* Task instructions:
From the line that contains "index pip: (1258, 873)" to the end of the records below, copy every line exactly. Both the first and last of these lines count.
BEGIN Exercise data
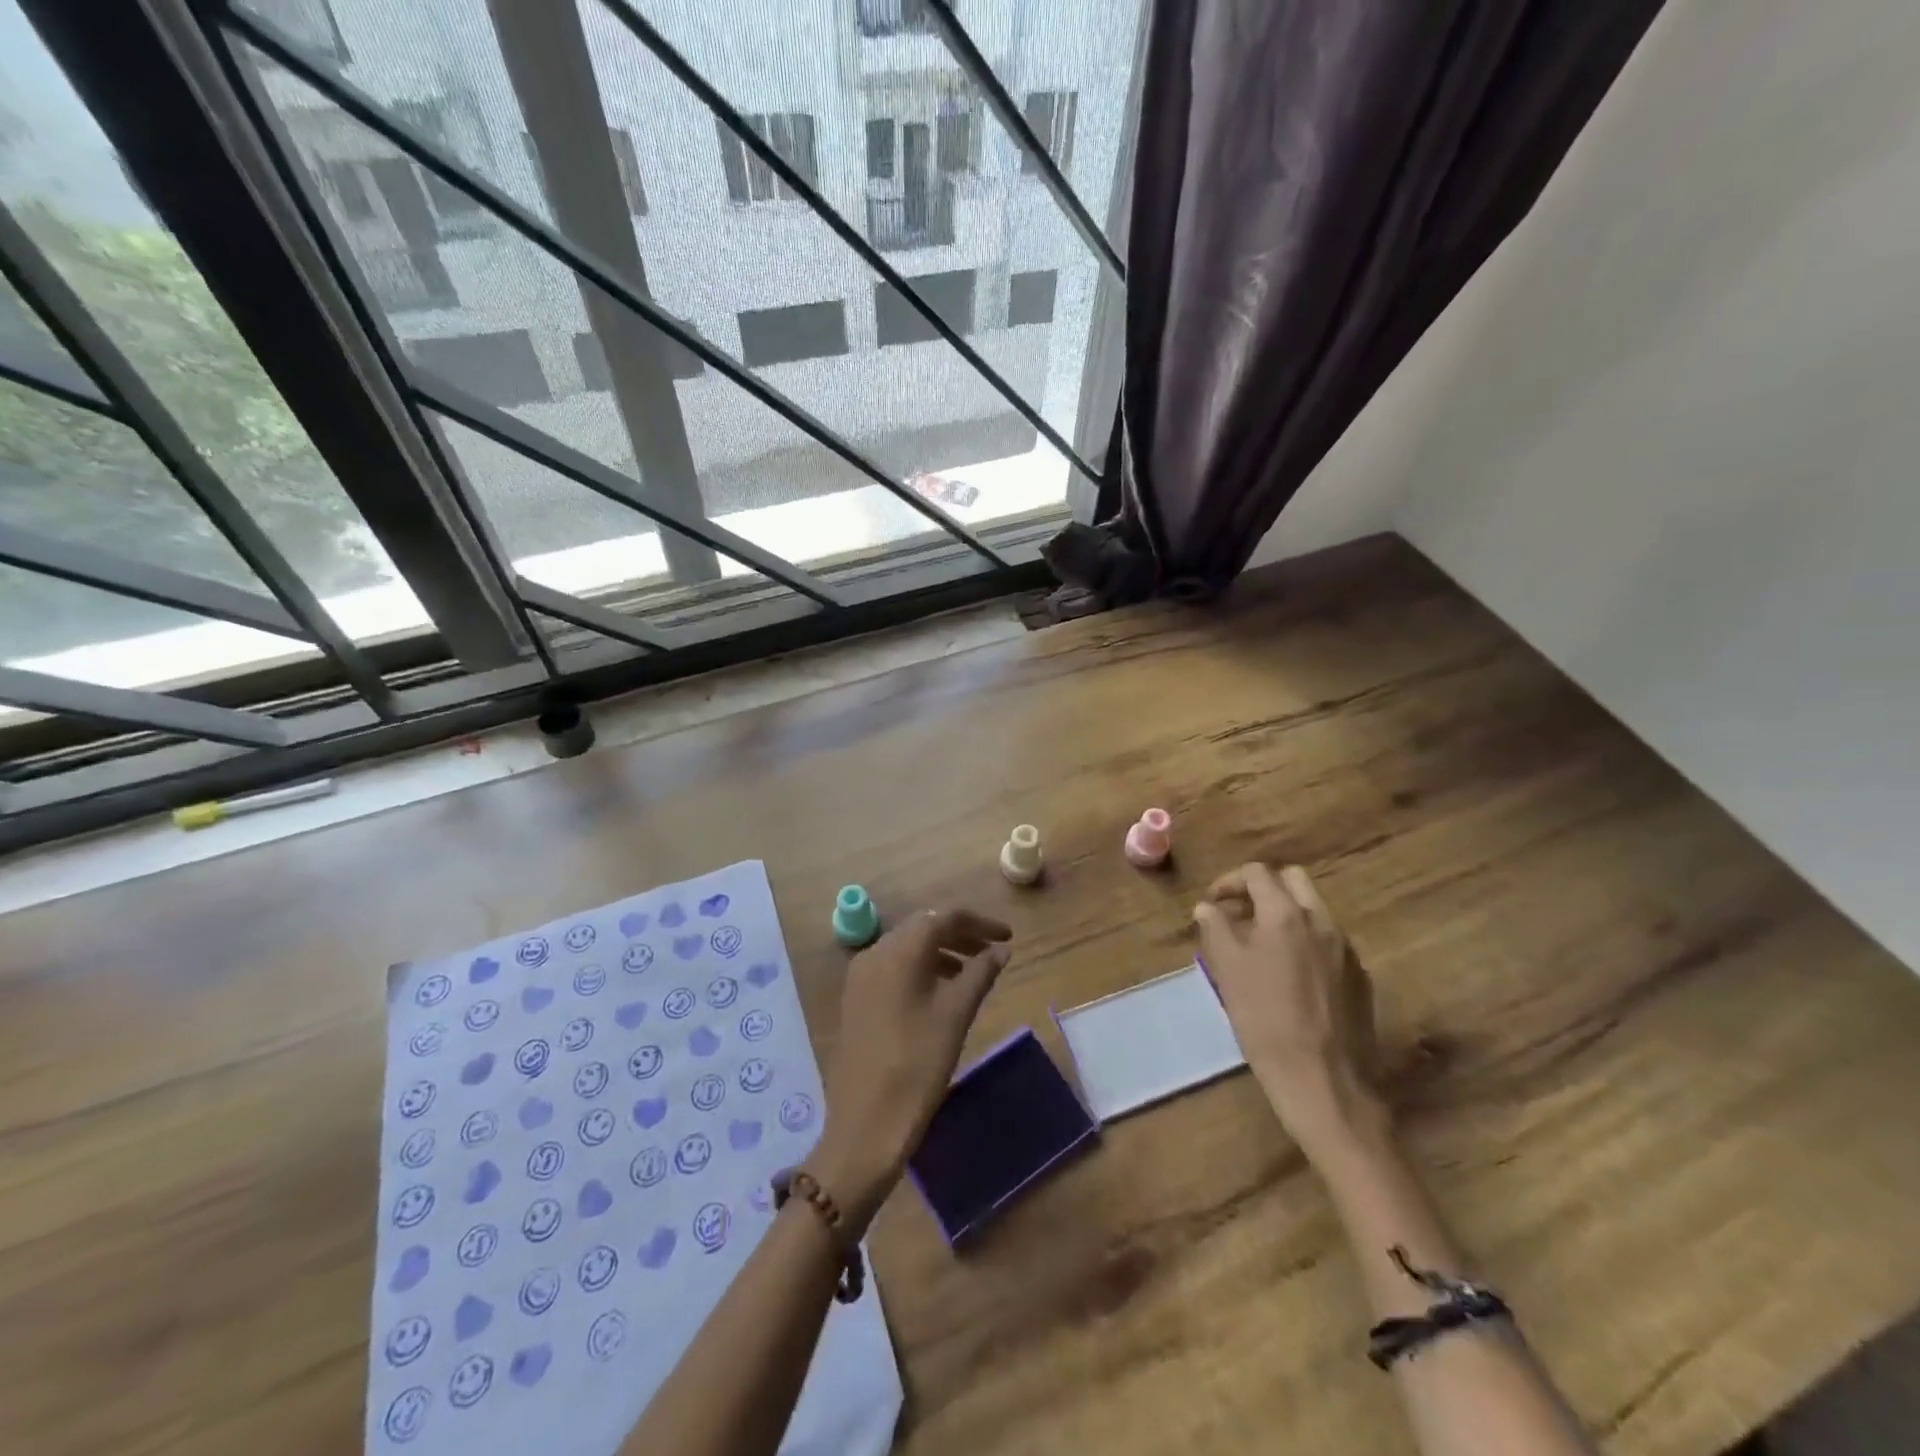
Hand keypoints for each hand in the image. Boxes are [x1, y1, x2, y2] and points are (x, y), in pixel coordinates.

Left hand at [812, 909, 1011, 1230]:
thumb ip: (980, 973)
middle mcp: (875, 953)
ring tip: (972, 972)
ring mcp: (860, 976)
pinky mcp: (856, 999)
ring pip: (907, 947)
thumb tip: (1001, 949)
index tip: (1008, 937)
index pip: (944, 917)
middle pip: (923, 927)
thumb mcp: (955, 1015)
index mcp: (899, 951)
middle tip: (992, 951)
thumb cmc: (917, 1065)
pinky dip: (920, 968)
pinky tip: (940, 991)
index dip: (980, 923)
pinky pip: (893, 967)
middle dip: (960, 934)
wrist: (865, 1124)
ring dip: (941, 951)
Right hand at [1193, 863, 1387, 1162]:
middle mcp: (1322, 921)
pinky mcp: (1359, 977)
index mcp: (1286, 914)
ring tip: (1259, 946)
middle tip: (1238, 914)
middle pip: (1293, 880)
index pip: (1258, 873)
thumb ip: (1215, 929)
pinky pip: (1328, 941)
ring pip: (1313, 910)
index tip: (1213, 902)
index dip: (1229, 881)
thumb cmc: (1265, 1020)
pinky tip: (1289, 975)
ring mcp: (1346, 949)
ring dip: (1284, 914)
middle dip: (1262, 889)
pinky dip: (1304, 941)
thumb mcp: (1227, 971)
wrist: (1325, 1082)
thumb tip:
END Exercise data
* Answer space:
index pip: (1258, 873)
thumb ip: (1215, 929)
pinky pip: (1328, 941)
ring pip: (1313, 910)
index tip: (1213, 902)
index dip: (1229, 881)
thumb cmc: (1265, 1020)
pinky tip: (1289, 975)
ring mcp: (1346, 949)
ring dip: (1284, 914)
middle dip: (1262, 889)
pinky dip: (1304, 941)
thumb mcp: (1227, 971)
wrist: (1325, 1082)
thumb tip:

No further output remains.